Alors, la bataille faillit s’engager. Des imprécations montaient, une voix cria qu’il fallait faire son affaire à ce cochon de paysan, qui, comme tous les autres, aurait noyé son pain, plutôt que d’en donner une bouchée au soldat. Et les canons des chassepots se braquaient, on allait le fusiller presque à bout portant ; tandis qu’il ne se retirait même pas, rageur et têtu, en plein dans la clarté de la chandelle.

— Rien du tout ! pas une croûte !… On m’a tout pris !

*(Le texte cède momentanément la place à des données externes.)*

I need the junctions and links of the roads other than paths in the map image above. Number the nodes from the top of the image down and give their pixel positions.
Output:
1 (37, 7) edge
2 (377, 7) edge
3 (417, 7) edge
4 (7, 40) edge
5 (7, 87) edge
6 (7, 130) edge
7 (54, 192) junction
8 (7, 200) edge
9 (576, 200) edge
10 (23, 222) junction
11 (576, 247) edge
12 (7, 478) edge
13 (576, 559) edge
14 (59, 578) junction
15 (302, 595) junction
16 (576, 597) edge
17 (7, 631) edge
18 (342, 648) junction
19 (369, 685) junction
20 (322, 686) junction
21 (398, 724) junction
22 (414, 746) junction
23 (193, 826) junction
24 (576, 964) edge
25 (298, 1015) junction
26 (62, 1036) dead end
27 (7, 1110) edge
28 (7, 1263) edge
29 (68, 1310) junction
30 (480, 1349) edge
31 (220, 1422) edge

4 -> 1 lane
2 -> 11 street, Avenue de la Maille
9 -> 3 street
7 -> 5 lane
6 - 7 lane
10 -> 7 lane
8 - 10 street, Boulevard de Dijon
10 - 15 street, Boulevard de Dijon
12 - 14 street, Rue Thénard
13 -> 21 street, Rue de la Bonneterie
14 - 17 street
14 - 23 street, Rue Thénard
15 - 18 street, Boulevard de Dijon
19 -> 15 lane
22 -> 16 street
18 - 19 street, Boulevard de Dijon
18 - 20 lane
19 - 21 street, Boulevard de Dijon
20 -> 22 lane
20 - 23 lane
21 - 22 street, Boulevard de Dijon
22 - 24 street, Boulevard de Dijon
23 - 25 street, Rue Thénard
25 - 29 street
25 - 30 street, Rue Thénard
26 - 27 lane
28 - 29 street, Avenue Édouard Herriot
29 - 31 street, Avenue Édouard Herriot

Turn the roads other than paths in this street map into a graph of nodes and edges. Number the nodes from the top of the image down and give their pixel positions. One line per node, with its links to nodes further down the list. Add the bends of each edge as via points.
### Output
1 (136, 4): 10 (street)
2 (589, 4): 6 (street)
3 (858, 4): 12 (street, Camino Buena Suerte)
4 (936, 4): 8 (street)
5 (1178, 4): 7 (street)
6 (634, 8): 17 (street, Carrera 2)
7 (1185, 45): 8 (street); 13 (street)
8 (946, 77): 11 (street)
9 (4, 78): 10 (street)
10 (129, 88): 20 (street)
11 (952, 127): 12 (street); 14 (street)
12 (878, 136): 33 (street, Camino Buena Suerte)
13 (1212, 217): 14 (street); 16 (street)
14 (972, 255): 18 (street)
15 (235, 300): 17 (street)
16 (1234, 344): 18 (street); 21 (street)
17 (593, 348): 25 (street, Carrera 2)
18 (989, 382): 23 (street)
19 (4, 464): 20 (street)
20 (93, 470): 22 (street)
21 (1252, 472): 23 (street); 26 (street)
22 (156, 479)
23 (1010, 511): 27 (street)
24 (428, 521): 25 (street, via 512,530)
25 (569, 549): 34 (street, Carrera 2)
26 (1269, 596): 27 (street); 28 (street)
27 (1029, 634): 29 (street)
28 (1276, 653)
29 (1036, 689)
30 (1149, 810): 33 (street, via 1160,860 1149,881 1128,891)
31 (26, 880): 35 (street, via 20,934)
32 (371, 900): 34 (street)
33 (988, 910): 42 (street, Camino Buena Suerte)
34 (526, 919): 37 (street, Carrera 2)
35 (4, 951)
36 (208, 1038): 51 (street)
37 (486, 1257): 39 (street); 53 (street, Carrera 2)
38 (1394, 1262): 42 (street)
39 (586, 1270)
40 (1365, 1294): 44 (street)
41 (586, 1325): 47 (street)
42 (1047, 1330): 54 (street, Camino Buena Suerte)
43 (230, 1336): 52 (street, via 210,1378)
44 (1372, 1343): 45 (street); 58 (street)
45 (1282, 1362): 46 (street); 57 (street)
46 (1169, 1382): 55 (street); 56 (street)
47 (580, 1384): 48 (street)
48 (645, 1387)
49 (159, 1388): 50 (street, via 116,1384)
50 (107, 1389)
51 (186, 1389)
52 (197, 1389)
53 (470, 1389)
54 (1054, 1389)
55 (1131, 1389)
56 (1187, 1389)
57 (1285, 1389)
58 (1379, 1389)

Effrayé, Maurice s’élança, suivi de Jean.

— Camarades, camarades…

Il abattait les fusils des soldats ; et, levant la tête, suppliant :

— Voyons, soyez raisonnable… Vous ne me reconnaissez pas ? C’est moi.

— Qui, toi ?

— Maurice Levasseur, votre neveu.

Le père Fouchard avait repris la chandelle. Sans doute, il le reconnut. Mais il s’obstinait, dans sa volonté de ne pas même donner un verre d’eau.

— Neveu ou non, est-ce qu’on sait, dans ce noir de gueux ?… Foutez-moi tous le camp, ou je tire !

Et, au milieu des vociférations, des menaces de le descendre et de mettre le feu à sa cambuse, il n’eut plus que ce cri, il le répéta à vingt reprises :

— Foutez-moi tous le camp, ou je tire !

— Même sur moi, père ? demanda tout d’un coup une voix forte, qui domina le bruit.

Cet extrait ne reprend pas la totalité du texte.